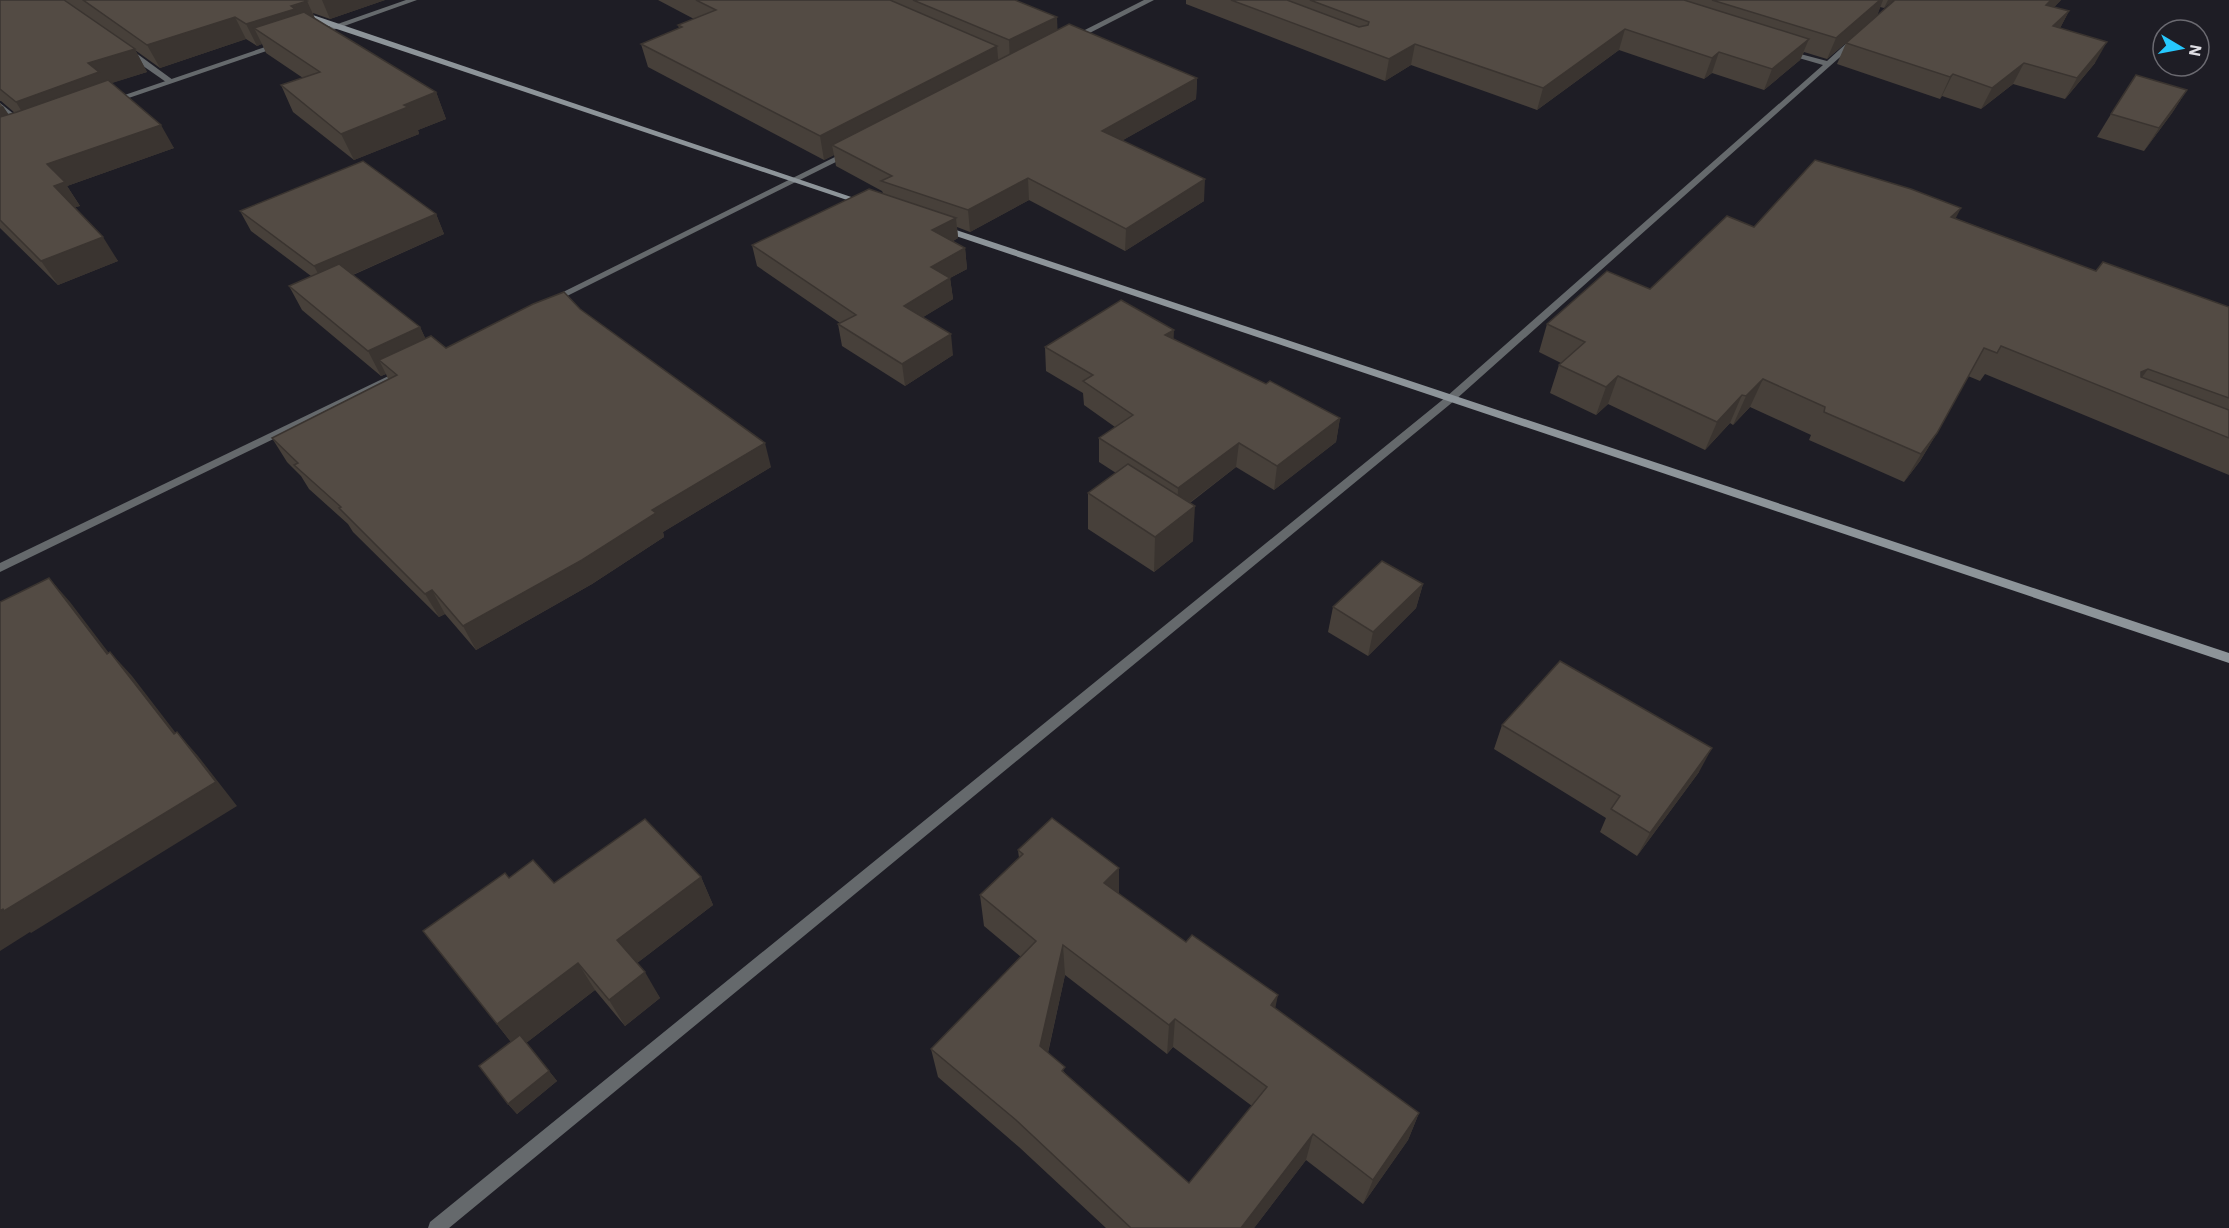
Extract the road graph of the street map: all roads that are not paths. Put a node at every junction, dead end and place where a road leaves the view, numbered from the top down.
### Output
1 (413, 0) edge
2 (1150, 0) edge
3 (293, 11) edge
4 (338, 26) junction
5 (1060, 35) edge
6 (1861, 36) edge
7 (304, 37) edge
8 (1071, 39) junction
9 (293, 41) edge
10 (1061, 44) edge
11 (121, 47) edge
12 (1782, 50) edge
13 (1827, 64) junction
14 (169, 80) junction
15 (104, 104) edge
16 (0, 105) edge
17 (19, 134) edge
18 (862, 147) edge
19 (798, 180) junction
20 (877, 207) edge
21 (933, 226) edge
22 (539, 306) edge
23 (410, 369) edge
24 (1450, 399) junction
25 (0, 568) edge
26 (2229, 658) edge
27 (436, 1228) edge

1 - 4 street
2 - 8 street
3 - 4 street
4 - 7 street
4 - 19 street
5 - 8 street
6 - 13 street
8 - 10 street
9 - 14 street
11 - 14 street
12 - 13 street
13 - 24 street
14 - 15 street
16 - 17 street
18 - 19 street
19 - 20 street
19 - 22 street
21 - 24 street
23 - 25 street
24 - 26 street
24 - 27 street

---

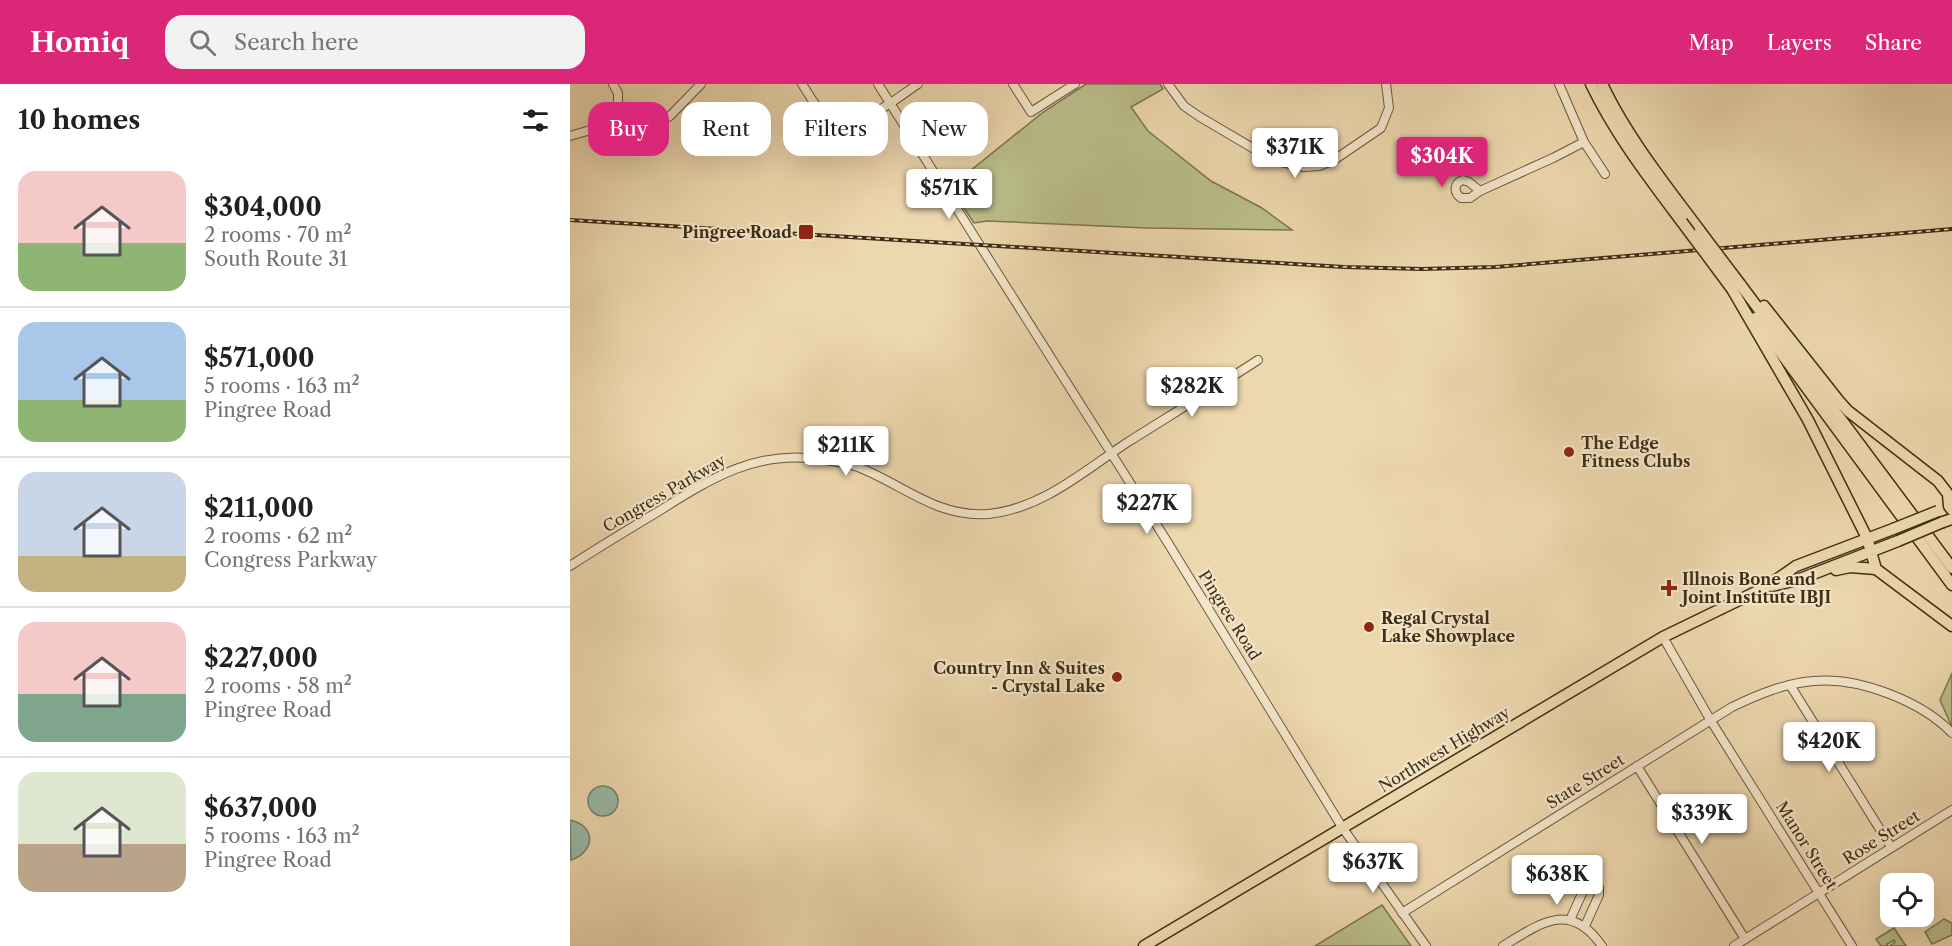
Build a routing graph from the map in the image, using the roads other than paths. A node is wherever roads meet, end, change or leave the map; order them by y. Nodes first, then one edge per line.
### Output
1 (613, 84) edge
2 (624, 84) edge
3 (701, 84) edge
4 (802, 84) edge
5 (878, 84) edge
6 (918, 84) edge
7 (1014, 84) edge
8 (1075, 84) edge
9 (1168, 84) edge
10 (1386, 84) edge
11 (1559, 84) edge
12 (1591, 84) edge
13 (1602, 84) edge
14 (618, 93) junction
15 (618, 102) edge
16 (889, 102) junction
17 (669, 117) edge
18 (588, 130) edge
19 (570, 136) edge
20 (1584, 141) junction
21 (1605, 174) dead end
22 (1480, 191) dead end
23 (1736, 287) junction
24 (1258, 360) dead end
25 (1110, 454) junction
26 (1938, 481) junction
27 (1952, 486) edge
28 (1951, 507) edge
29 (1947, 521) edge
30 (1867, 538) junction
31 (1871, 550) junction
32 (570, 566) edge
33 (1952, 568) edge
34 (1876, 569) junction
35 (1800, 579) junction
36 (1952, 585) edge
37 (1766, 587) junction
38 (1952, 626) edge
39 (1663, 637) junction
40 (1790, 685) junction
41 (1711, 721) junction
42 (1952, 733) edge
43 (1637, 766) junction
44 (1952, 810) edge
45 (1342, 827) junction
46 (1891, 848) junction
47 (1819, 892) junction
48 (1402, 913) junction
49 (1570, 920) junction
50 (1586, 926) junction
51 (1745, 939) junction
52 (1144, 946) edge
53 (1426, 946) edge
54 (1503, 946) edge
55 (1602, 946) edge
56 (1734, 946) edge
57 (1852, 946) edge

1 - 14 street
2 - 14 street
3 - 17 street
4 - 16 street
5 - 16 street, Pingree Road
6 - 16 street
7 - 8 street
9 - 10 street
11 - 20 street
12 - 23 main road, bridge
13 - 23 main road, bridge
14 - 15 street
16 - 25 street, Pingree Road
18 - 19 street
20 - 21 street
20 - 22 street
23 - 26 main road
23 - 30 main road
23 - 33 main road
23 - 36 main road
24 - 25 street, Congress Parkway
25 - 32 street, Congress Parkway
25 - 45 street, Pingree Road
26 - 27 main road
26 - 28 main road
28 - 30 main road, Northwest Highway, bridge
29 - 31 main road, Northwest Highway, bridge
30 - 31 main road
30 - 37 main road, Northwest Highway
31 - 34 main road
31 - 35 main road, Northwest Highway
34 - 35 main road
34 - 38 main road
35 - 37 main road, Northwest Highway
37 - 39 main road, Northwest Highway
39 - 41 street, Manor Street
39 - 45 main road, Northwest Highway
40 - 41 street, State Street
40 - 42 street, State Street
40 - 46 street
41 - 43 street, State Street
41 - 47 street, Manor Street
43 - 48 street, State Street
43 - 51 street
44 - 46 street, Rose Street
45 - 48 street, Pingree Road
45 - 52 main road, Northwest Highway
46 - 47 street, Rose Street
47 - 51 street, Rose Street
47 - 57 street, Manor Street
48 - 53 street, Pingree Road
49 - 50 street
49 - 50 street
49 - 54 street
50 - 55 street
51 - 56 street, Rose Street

**Exercise aim:** How many lines of the entries contain the string "node"? Answer with a number and no other words.

**Reply to the task:** 2